Skip to main content

DocuMine Documentation

Rule condition patterns

A pattern in a rule condition (in the “when” block) defines the criteria to be matched by the decision engine. It can potentially match any fact that has been inserted into the rule engine’s working memory. Constraints within patterns can further specify the facts to be matched:

Drools uses the following rule condition patterns:

  • Without constraints

    The simplest pattern is a pattern without constraints. It matches against a given fact. For example, the following condition means that a file attribute must exist.

    when
      FileAttribute()
  • With constraints

    A pattern with constraints matches against a given fact and additional restrictions in parentheses that either return false or true.

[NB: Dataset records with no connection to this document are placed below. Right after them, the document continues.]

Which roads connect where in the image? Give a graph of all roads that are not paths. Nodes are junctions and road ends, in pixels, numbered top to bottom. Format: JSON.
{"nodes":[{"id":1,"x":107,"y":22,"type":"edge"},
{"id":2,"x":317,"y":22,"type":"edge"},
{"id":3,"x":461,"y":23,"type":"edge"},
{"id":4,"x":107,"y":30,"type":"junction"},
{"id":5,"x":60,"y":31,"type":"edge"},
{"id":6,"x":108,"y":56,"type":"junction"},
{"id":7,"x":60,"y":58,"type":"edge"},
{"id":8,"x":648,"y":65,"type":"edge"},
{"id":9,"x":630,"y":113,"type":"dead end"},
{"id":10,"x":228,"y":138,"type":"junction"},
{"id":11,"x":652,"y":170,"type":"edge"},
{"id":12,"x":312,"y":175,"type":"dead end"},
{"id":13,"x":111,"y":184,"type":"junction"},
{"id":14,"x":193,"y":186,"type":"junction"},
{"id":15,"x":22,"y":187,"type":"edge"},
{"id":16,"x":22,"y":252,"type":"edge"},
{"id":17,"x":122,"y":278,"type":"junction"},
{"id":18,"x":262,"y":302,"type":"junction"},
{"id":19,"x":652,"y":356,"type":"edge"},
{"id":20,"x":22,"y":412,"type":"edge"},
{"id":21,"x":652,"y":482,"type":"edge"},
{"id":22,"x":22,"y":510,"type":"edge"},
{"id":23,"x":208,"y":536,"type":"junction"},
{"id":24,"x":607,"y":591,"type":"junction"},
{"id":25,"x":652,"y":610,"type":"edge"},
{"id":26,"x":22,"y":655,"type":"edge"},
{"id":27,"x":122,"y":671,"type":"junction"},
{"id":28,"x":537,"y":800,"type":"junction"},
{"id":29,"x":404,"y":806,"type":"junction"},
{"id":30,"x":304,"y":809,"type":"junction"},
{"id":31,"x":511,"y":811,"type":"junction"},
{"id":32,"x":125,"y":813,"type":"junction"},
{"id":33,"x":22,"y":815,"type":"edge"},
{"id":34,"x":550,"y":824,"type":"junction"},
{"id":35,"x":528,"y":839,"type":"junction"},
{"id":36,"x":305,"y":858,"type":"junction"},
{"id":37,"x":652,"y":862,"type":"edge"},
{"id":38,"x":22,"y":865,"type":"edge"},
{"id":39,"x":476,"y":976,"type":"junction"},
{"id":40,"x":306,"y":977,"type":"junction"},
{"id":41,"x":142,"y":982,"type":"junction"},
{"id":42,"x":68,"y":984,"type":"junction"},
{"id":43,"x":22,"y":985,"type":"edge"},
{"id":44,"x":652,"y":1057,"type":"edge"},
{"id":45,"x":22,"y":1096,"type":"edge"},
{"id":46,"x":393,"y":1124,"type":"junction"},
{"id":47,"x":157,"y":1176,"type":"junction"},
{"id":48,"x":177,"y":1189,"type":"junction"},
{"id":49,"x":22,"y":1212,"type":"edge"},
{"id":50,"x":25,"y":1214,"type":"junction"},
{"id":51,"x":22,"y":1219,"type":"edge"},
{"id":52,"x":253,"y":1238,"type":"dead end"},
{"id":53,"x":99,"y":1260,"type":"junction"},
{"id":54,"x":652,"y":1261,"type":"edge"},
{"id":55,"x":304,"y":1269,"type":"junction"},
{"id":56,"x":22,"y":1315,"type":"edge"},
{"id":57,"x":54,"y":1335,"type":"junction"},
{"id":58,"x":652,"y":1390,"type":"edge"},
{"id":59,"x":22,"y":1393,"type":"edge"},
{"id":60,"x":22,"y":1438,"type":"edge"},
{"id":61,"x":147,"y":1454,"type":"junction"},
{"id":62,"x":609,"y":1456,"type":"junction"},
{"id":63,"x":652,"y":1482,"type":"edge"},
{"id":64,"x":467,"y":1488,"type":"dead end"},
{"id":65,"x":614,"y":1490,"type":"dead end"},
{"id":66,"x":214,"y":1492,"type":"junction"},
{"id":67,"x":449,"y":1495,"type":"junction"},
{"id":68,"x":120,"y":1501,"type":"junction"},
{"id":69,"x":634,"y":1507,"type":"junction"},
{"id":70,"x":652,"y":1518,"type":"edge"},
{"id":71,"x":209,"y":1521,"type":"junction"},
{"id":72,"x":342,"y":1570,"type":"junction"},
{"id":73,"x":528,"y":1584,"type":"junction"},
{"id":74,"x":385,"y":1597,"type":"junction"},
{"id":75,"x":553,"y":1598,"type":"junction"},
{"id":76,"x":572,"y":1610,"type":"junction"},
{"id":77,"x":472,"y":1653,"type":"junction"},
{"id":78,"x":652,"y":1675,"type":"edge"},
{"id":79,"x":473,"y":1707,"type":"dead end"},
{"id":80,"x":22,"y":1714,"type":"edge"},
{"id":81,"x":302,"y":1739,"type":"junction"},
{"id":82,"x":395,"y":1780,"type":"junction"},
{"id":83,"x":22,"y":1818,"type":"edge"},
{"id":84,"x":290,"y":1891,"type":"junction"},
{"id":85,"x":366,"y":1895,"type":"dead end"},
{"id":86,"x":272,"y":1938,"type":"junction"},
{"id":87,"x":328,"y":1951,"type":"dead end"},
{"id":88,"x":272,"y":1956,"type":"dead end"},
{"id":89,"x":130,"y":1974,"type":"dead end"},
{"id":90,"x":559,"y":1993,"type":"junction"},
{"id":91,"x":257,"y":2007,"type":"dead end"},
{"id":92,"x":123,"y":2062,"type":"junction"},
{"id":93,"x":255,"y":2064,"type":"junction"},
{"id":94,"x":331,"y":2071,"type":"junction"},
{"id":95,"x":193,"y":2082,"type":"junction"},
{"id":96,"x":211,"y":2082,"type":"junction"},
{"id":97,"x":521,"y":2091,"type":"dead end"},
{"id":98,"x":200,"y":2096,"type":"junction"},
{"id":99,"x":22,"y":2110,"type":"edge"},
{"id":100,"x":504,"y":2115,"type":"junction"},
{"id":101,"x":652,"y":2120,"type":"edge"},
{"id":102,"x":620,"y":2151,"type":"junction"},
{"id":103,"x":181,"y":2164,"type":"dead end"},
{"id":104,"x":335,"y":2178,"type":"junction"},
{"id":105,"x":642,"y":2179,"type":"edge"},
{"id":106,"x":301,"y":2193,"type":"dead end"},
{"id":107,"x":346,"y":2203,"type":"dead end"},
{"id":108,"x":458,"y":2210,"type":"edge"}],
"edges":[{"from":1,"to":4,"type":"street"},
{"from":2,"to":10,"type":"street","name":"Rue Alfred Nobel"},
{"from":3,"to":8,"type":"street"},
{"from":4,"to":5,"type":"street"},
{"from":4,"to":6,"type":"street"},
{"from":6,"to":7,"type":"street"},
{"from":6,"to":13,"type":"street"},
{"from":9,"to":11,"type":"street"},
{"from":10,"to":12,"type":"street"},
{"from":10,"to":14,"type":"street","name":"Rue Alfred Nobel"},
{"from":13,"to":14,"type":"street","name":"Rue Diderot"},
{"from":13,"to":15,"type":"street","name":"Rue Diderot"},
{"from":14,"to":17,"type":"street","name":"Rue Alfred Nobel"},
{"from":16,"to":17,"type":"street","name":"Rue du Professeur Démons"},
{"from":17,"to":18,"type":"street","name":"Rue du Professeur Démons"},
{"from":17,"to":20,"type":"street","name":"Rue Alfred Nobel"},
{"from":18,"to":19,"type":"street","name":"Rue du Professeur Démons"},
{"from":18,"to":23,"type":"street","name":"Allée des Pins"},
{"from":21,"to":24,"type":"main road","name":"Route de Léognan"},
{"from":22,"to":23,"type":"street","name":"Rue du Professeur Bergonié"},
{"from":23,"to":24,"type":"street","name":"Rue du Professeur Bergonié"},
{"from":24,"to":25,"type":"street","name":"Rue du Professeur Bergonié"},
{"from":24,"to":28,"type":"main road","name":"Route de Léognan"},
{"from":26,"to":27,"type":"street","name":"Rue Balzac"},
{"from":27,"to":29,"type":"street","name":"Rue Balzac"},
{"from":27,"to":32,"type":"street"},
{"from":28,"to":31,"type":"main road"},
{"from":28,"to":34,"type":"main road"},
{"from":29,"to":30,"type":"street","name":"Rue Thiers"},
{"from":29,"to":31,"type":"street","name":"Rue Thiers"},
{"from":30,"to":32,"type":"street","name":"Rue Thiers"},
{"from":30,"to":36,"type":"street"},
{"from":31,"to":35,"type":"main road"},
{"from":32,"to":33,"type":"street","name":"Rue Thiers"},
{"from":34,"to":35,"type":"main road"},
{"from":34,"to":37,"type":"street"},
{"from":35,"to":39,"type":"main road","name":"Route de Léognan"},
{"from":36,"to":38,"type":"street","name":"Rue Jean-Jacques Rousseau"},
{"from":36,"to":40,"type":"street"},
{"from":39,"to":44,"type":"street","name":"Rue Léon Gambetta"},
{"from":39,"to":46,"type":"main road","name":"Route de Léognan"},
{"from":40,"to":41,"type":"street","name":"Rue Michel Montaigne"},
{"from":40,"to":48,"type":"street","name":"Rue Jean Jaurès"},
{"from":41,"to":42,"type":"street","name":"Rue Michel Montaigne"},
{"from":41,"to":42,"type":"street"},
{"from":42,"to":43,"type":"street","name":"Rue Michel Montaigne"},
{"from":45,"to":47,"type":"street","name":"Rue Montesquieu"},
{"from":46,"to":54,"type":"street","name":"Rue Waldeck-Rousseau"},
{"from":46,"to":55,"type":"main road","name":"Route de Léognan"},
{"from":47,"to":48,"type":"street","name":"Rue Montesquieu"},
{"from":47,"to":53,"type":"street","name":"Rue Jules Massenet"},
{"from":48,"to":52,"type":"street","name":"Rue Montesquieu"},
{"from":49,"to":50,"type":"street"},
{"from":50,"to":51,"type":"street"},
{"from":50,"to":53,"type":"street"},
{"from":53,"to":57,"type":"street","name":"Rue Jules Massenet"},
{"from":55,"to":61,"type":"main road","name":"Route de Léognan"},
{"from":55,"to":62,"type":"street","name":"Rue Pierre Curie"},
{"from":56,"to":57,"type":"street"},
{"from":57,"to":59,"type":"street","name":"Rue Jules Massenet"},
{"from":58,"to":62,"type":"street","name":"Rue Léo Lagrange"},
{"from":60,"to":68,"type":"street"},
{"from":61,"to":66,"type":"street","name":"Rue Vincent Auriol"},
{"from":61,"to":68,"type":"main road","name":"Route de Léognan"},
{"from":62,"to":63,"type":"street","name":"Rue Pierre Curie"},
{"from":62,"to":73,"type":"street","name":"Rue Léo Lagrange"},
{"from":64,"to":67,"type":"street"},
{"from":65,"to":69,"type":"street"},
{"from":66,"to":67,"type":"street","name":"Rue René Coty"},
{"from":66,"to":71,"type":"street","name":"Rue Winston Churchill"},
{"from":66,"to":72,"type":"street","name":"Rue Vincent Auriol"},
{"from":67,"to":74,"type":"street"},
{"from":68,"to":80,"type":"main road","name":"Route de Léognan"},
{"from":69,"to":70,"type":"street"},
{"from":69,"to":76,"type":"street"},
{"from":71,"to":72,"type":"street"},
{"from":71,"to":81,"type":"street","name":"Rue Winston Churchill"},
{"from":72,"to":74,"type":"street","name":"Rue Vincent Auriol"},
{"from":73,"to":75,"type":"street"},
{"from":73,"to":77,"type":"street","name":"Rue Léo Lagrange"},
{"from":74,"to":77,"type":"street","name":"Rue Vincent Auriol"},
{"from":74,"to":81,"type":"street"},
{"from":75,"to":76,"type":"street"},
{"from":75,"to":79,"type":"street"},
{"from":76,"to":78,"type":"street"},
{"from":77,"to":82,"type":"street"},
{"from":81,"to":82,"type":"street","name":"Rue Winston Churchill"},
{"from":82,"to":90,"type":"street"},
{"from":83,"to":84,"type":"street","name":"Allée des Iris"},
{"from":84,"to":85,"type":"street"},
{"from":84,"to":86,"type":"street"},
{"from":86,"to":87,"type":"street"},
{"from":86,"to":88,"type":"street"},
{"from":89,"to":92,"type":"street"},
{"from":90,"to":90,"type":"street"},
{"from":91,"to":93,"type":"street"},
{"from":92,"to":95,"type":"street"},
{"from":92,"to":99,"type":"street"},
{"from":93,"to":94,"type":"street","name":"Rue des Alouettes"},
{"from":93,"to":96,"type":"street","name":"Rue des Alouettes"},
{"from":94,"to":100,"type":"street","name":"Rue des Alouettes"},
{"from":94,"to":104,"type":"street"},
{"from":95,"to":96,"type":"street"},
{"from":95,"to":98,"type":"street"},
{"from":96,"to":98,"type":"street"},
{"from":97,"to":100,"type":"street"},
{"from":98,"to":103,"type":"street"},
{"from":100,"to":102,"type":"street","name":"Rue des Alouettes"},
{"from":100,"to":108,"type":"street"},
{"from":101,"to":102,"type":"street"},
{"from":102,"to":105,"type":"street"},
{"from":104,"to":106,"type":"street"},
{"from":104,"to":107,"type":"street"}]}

    For example, the following condition means that the document must have an “OECD Number” file attribute with one of the given values (402, 403, or 404).

    when
      FileAttribute(label == "OECD Number", valueEqualsAnyOf("402","403","404"))

    You can also combine multiple constraints using constraint operators.

    The following example shows a condition block with two conditions: It targets documents with the OECD numbers 402, 403, and 404 (see example above). And within these, it targets sections whose headline contains the string “Analytical Report” or “Certificate of Analysis” and that include the string “batch” or “bath” or “barch”. (The obviously incorrect spellings “bath” and “batch” have been added as options to account for typical OCR errors.)

    rule "DOC.9.0: Batch number from Certificate of Analysis"
        when
            FileAttribute(label == "OECD Number", valueEqualsAnyOf("402","403","404"))
            $section: Section(
                (
                    anyHeadlineContainsString("Analytical Report")
                    || anyHeadlineContainsStringIgnoreCase("Certificate of Analysis")
                )
                && (
                    containsStringIgnoreCase("batch")
                    || containsStringIgnoreCase("bath")
                    || containsStringIgnoreCase("barch")
  • With binding variable

    A binding on a pattern serves as a concise reference that can be used in other parts of the rule to refer back to the defined pattern. Binding variables can be used to enhance rule clarity.

    In Drools, it is considered a good style to start variable names with the dollar symbol (“$”). That is not strictly necessary but helps distinguish between variable names and field names. The colon (“:”) binds the variable to a value.

    when
      $paragraph: Paragraph(containsString("Study Initiation Date:"))

    Variables are commonly used in DocuMine to refer back to layout elements that meet certain conditions. In the above example, the “when” section targets paragraphs that contain the string “Study Initiation Date:”. To refer back to paragraphs meeting this condition, you can use the $paragraph variable in the following parts of the rule.

    rule "T.3.0"
        when
            $paragraph: Paragraph(
                containsString("Study Initiation Date:")
            )
        then
            entityCreationService
                .lineAfterString(
                    "Study Initiation Date:",
                    “study_initiation_date",
                    EntityType.ENTITY,
                    $paragraph
                )
                .forEach(entity -> entity.apply("T.3.0", "Study initiation date found.")
            );
        end
Order of conditions and constraints

Notice

Performance tip

If your “when” section includes multiple conditions, it is recommended that you place the most restrictive one at the top and also sort the contraints from most to least restrictive. This saves the rule engine from having to evaluate the entire set of conditions if the most restrictive ones are not met.

Example for the DocuMine use case:

Do not start by targeting layout elements in the text if you do not want your rule to apply to all documents. Instead, start by targeting documents with particular file attributes. This ensures the second condition will only be matched against relevant documents.

rule "DOC.5.0: Ignore species and strain in irrelevant study types"
     when
         FileAttribute(label == "OECD Number", valueEqualsAnyOf("406","428","438"))
         $section: Section(hasEntitiesOfType("species") || hasEntitiesOfType("strain"))
Condition absence and inversion

You can also use negation and inversion to control rule execution:

  • Ensure absence of criteria

    Using 'not' in a Drools rule ensures that actions are triggered only when no objects in the working memory meet the specified condition.

    For example, the following rule activates only if there is no table on the first page containing “Final report” or “SPL”.

    rule "DOC.6.2: study title"
        when
            not Table(onPage(1), (containsString("Final Report") || containsString("SPL"))) 
  • Target objects that do not fulfill the criteria

    Invert criteria using an exclamation mark to target objects which do not fulfill the criteria.

    The following condition, for example, targets tables that are neither located on the first page nor contain “Final Report” or “SPL.”

    when
      Table(!onPage(1), !(containsString("Final Report") || containsString("SPL")))